- **To do**:
Only the text should come through, so restate the listing exactly and drop its images.

- **Material shown**:
= = = = = = =

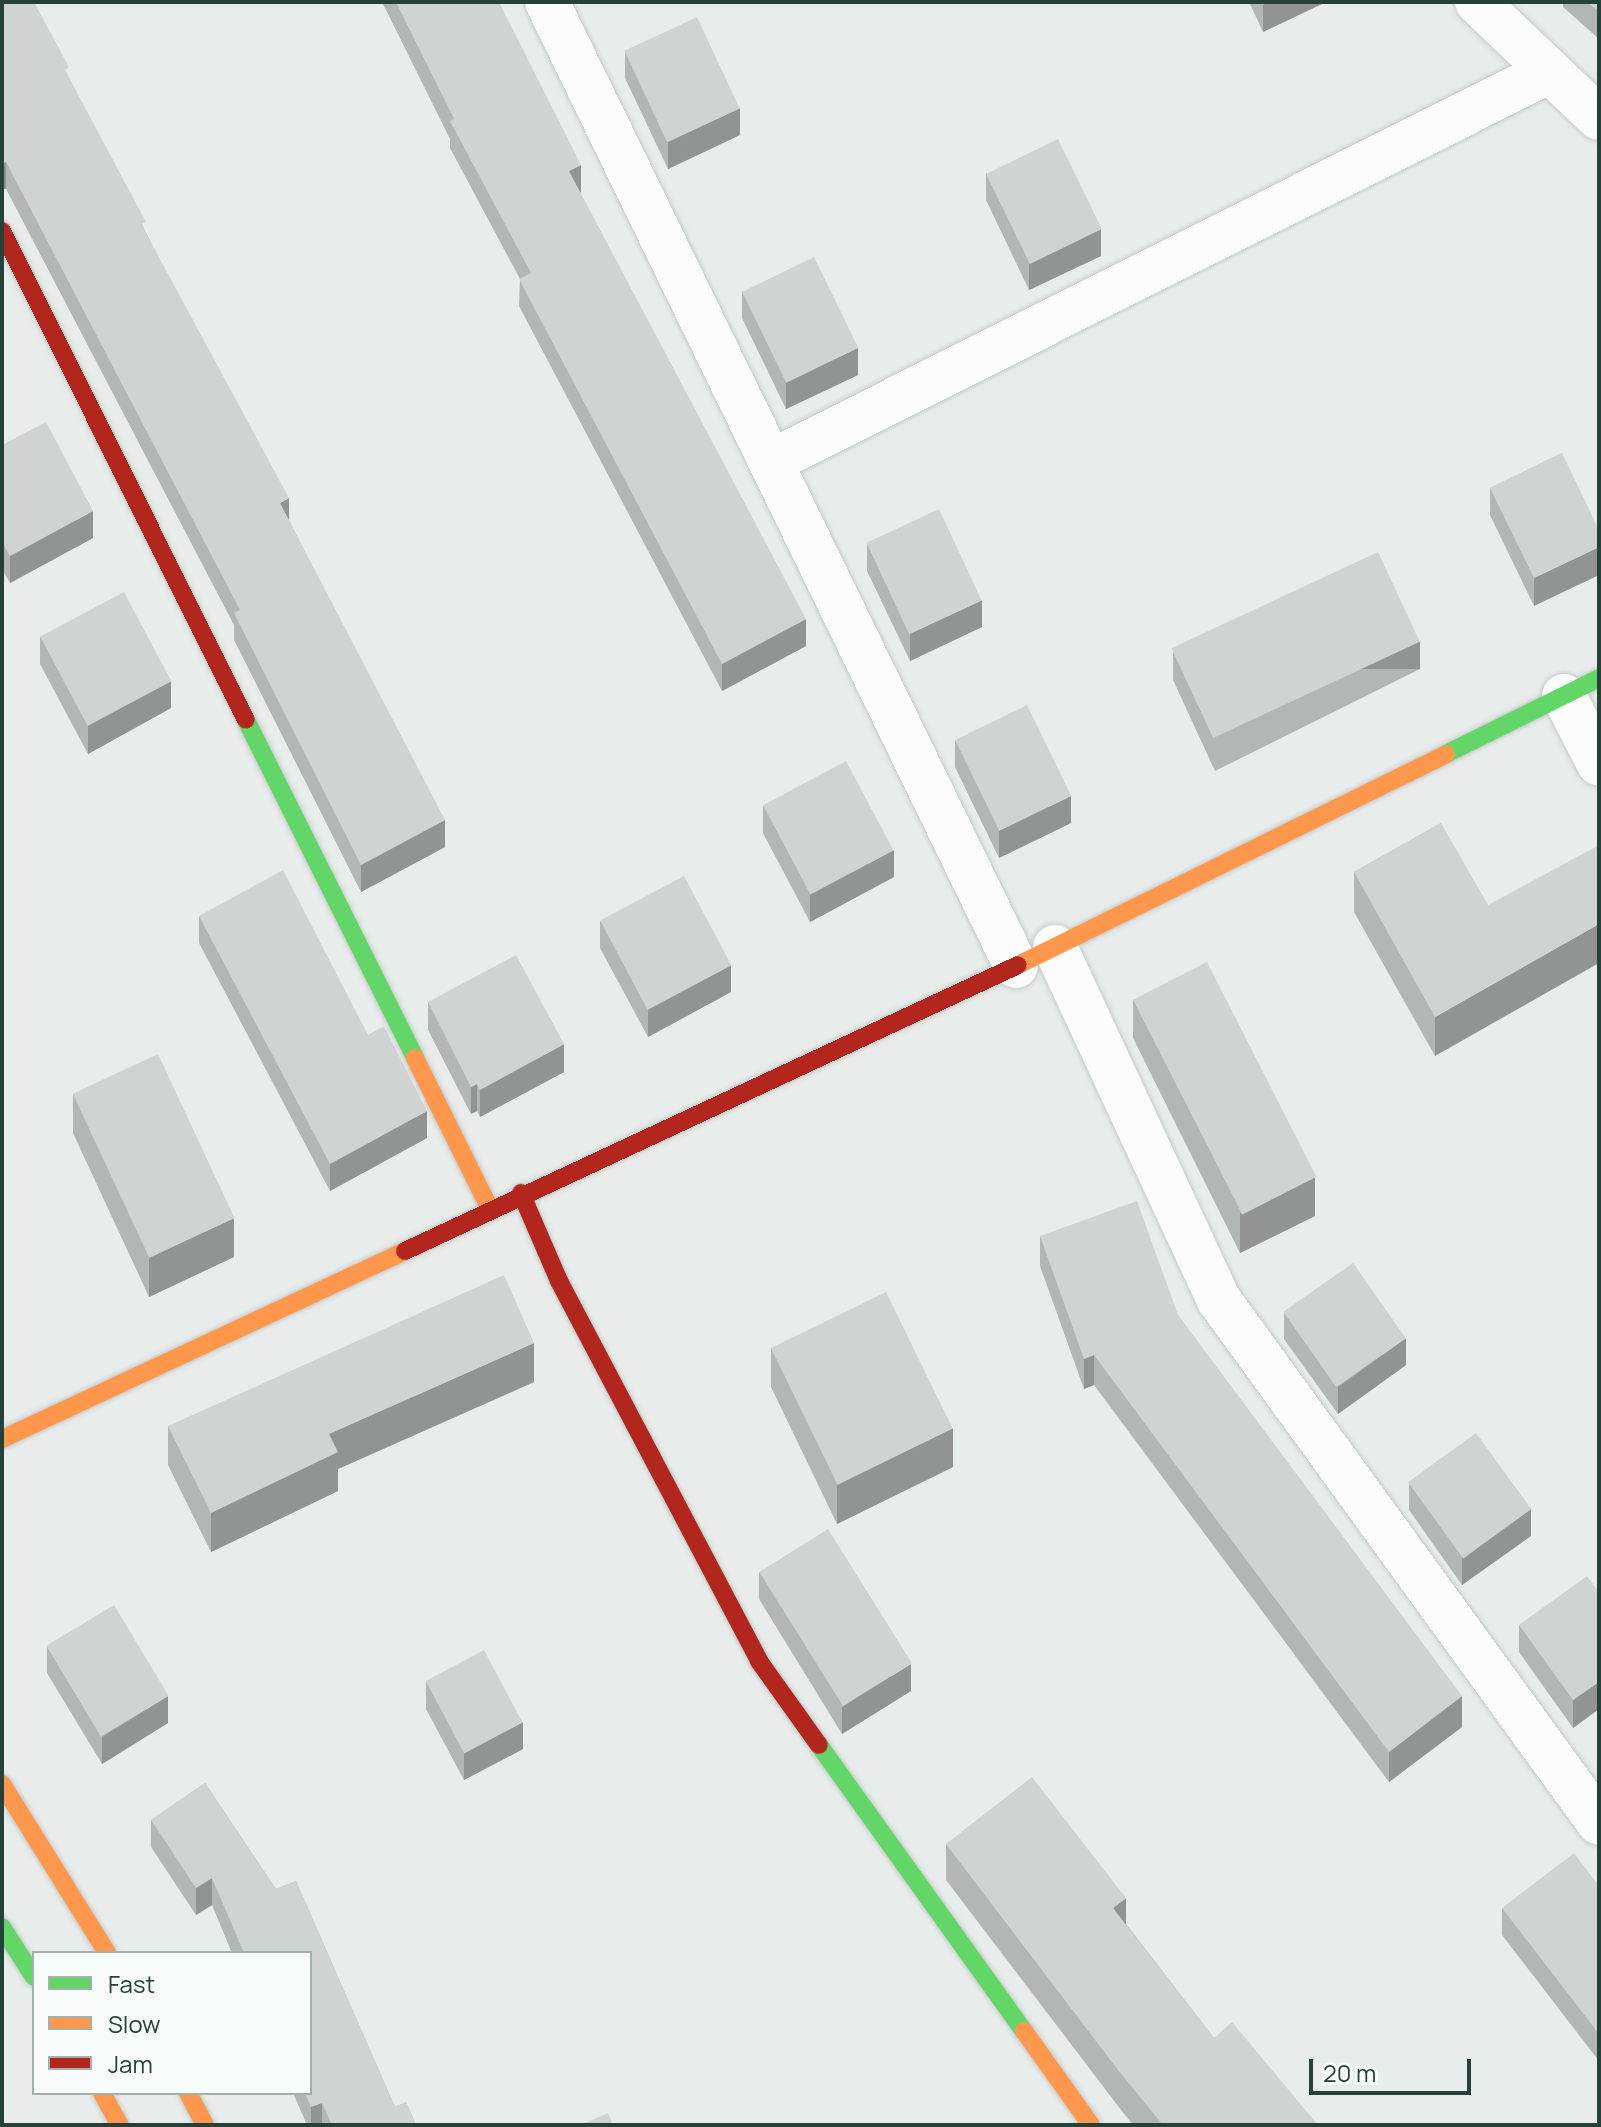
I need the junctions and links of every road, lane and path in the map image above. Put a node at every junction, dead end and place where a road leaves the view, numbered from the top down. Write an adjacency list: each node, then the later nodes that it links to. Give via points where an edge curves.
1 (547, 2): 6 (street)
2 (1477, 2): 3 (street)
3 (1550, 71): 4 (street); 6 (street)
4 (1599, 118)
5 (2, 231): 12 (street)
6 (772, 461): 10 (street)
7 (1581, 687): 8 (street); 9 (street)
8 (1599, 764)
9 (1055, 947): 10 (street); 15 (street, via 1219,1300)
10 (1016, 966): 11 (street)
11 (521, 1193): 12 (street); 23 (street, via 559,1281 759,1661)
12 (489, 1207): 13 (street)
13 (2, 1439)
14 (2, 1784): 17 (street)
15 (1599, 1823)
16 (2, 1927): 18 (street)
17 (106, 1951)
18 (32, 1974)
19 (103, 2095): 21 (street)
20 (189, 2095): 22 (street)
21 (120, 2125)
22 (205, 2125)
23 (1091, 2125)

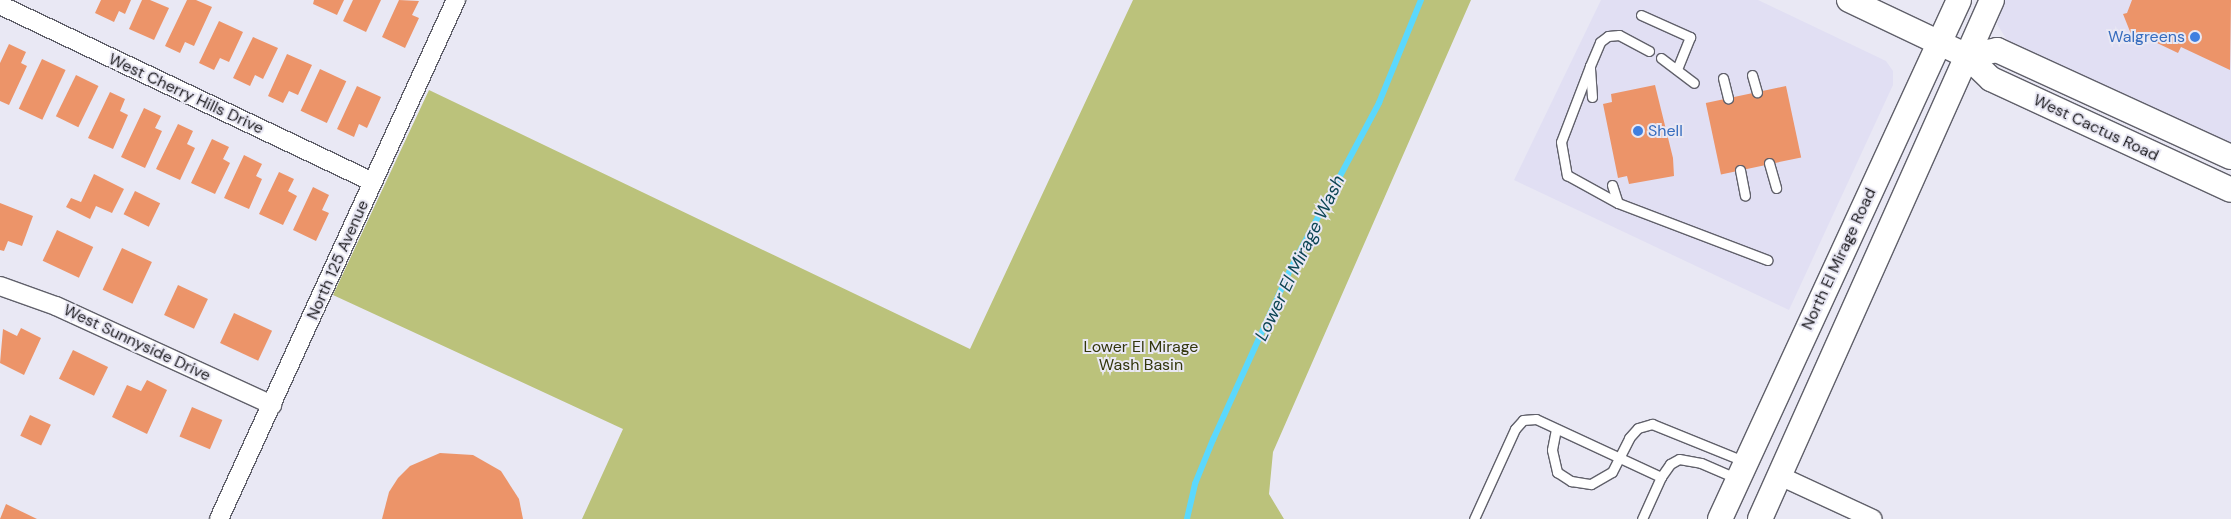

= = = = = = =

- **Solution to this task**:
I need the junctions and links of every road, lane and path in the map image above. Put a node at every junction, dead end and place where a road leaves the view, numbered from the top down. Write an adjacency list: each node, then the later nodes that it links to. Give via points where an edge curves.
1 (547, 2): 6 (street)
2 (1477, 2): 3 (street)
3 (1550, 71): 4 (street); 6 (street)
4 (1599, 118)
5 (2, 231): 12 (street)
6 (772, 461): 10 (street)
7 (1581, 687): 8 (street); 9 (street)
8 (1599, 764)
9 (1055, 947): 10 (street); 15 (street, via 1219,1300)
10 (1016, 966): 11 (street)
11 (521, 1193): 12 (street); 23 (street, via 559,1281 759,1661)
12 (489, 1207): 13 (street)
13 (2, 1439)
14 (2, 1784): 17 (street)
15 (1599, 1823)
16 (2, 1927): 18 (street)
17 (106, 1951)
18 (32, 1974)
19 (103, 2095): 21 (street)
20 (189, 2095): 22 (street)
21 (120, 2125)
22 (205, 2125)
23 (1091, 2125)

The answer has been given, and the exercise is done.